## WHAT THE TASK REQUIRES:
Where an image appears in the data, omit it and reproduce the rest exactly.

## EXTRACTED DATA:
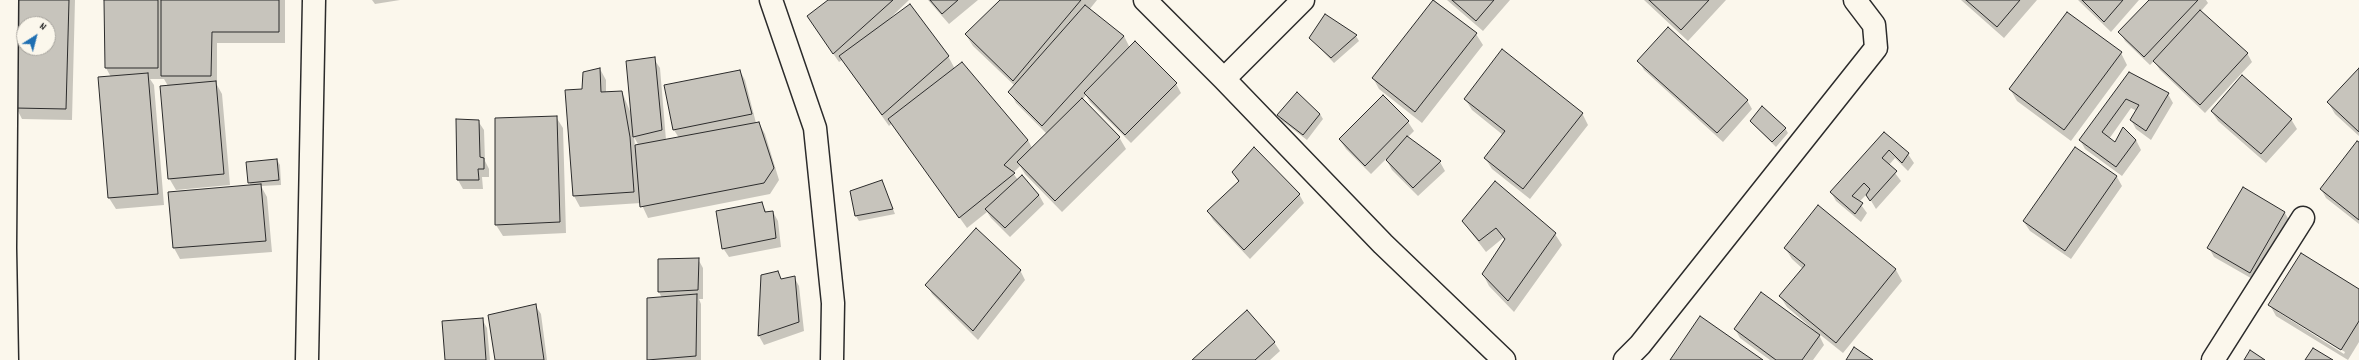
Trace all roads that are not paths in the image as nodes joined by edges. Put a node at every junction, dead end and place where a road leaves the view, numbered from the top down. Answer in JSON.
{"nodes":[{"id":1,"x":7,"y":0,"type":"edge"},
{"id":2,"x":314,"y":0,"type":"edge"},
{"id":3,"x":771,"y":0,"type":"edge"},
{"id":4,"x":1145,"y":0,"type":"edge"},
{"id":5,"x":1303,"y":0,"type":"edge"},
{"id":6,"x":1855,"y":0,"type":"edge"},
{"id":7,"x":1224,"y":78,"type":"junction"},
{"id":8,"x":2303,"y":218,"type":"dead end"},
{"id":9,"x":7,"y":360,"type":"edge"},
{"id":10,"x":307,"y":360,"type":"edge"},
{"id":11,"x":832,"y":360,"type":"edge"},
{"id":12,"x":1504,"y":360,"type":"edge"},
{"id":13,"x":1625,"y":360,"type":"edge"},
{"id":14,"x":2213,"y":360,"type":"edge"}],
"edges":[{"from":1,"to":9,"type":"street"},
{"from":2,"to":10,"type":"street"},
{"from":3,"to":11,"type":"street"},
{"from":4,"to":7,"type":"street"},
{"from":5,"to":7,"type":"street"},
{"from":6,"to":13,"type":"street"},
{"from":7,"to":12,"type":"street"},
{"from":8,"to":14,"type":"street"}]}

## SOLUTION TO THIS TASK:
Trace all roads that are not paths in the image as nodes joined by edges. Put a node at every junction, dead end and place where a road leaves the view, numbered from the top down. Answer in JSON.
{"nodes":[{"id":1,"x":7,"y":0,"type":"edge"},
{"id":2,"x":314,"y":0,"type":"edge"},
{"id":3,"x":771,"y":0,"type":"edge"},
{"id":4,"x":1145,"y":0,"type":"edge"},
{"id":5,"x":1303,"y":0,"type":"edge"},
{"id":6,"x":1855,"y":0,"type":"edge"},
{"id":7,"x":1224,"y":78,"type":"junction"},
{"id":8,"x":2303,"y":218,"type":"dead end"},
{"id":9,"x":7,"y":360,"type":"edge"},
{"id":10,"x":307,"y":360,"type":"edge"},
{"id":11,"x":832,"y":360,"type":"edge"},
{"id":12,"x":1504,"y":360,"type":"edge"},
{"id":13,"x":1625,"y":360,"type":"edge"},
{"id":14,"x":2213,"y":360,"type":"edge"}],
"edges":[{"from":1,"to":9,"type":"street"},
{"from":2,"to":10,"type":"street"},
{"from":3,"to":11,"type":"street"},
{"from":4,"to":7,"type":"street"},
{"from":5,"to":7,"type":"street"},
{"from":6,"to":13,"type":"street"},
{"from":7,"to":12,"type":"street"},
{"from":8,"to":14,"type":"street"}]}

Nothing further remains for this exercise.